Tuesday, April 18, 2017

Rolling Stone's record review section turns 50: a disappointing passage

Inside Rolling Stone's Album Reviews Section - Rolling Stone:

Not really a fan of this section and I tend to question RSs motives in who they cover and the reasons for the favorable reviews so artists seem to get every time they release something. Music critic and pop cultural historian Jim DeRogatis, author of the Lester Bangs biography Let It Blurt, was once the editor of the RS review section and shared with at a book event that Jann Wenner , founder and very hands on editor, decreed that there are artists who will never get a negative review, among them Dylan, The Boss, Tom Petty,...the usual suspects.

 I believe him, and I'm convinced Wenner corrupted the integrity of his reviewers; the section isn't a place of true criticism, the practice of discussing thins at length, in detail, with the instance of rendering an honest estimation. It has been, for a long time, a tedious exercise in rubber stamping new albums with praise that rarely rise above the corroded cliches and platitudes that have haunted music reviewers for decades. There are notable exceptions, of course, chief among them Mikal Gilmore, a sterling prose stylist and a man given to nuanced consideration of history and tradition and contextualizes his praise against high standards. It should be said as well that the record review section was my most essential writing laboratory . 

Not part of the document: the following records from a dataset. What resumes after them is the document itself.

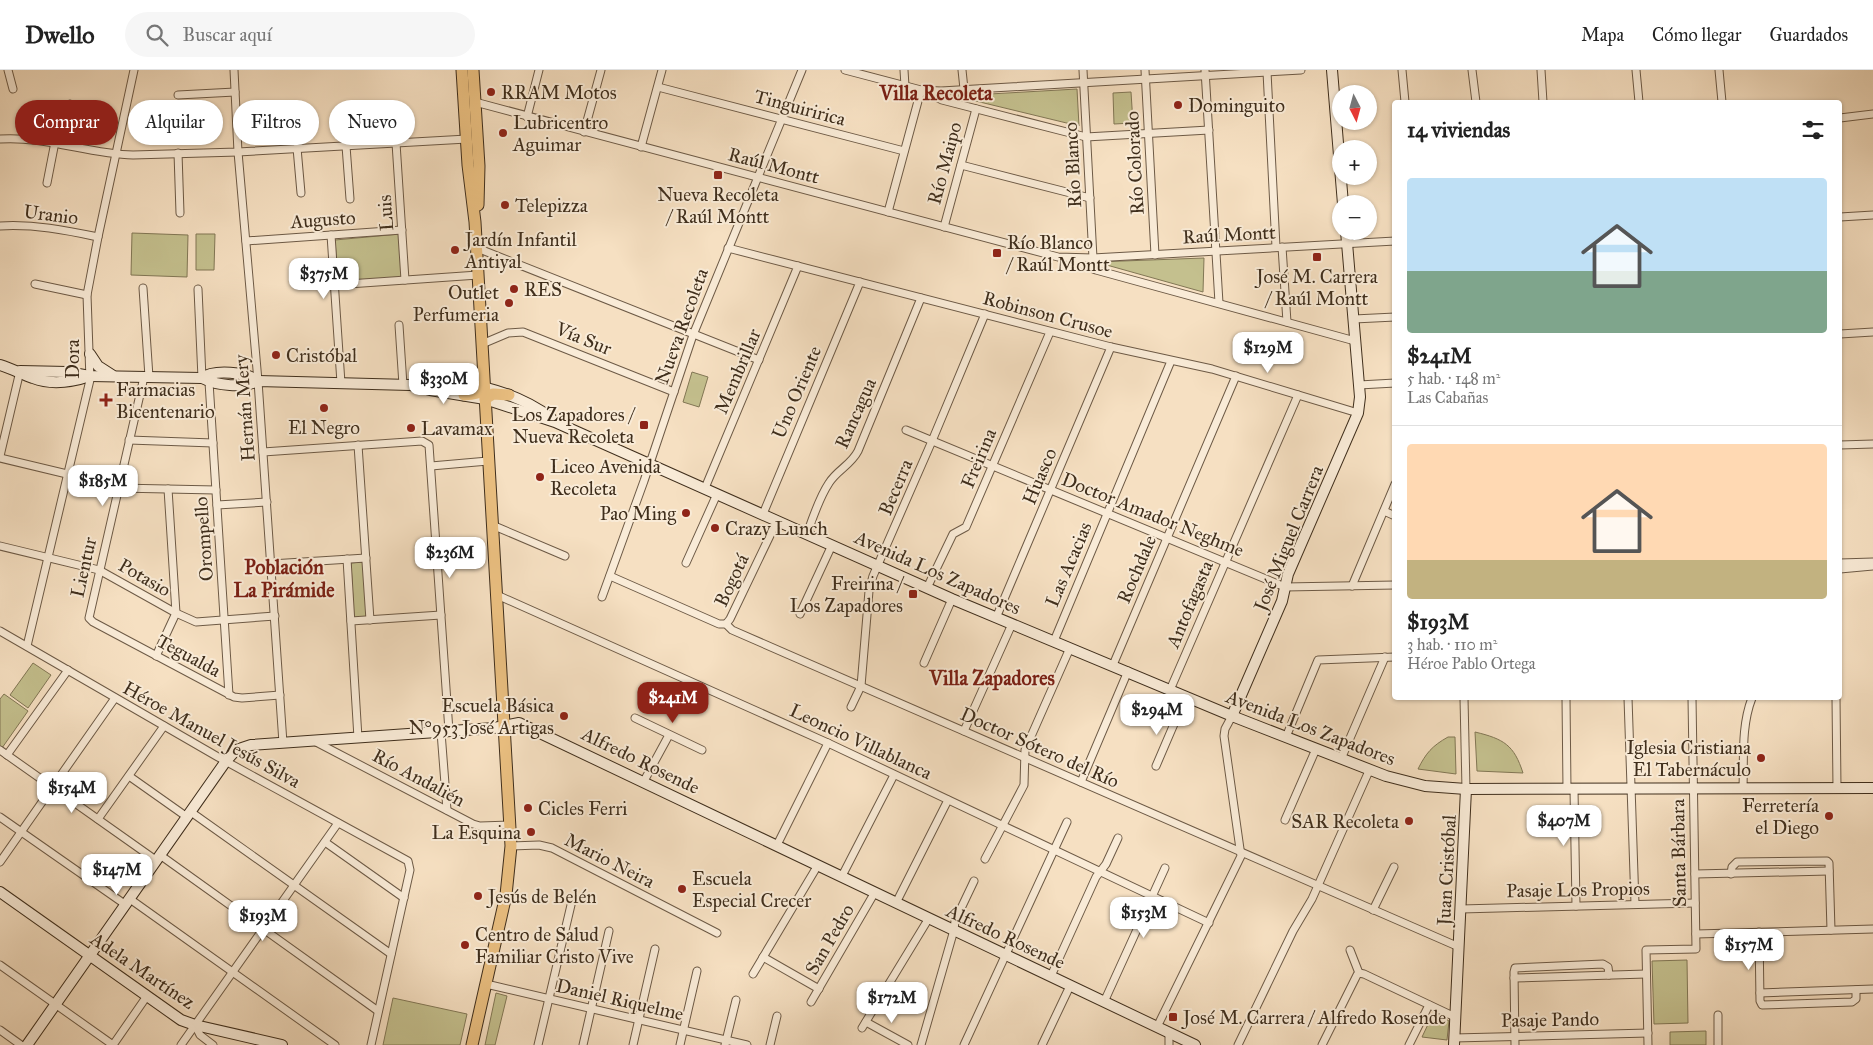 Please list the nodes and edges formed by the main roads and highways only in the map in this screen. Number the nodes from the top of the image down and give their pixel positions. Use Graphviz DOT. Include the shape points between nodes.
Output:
graph roads {
  1 [pos="462,70"];
  2 [pos="474,70"];
  3 [pos="475,222"];
  4 [pos="484,386"];
  5 [pos="464,395"];
  6 [pos="509,396"];
  7 [pos="484,399"];
  8 [pos="472,1045"];
  1 -- 3 [label="main road"];
  2 -- 3 [label="main road" via="479,178"];
  3 -- 4 [label="main road"];
  4 -- 5 [label="main road" via="476,394"];
  4 -- 7 [label="main road"];
  6 -- 7 [label="main road" via="493,394"];
  7 -- 8 [label="main road" via="511,846 507,889"];
}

As in the already mentioned Marcus, Bangs, Landau and RJ Gleason (and Robert Christgau at the Village Voice and Duncan Shepard at the SD Reader), these were my models for what I thought a fine critical prose should read like. For that I am grateful. That just makes it sadder to note that what was indeed the freshest and most invigorating forum for commentary has cease to be a place for independent thinking and has become, in most part, a section of corporate shilling.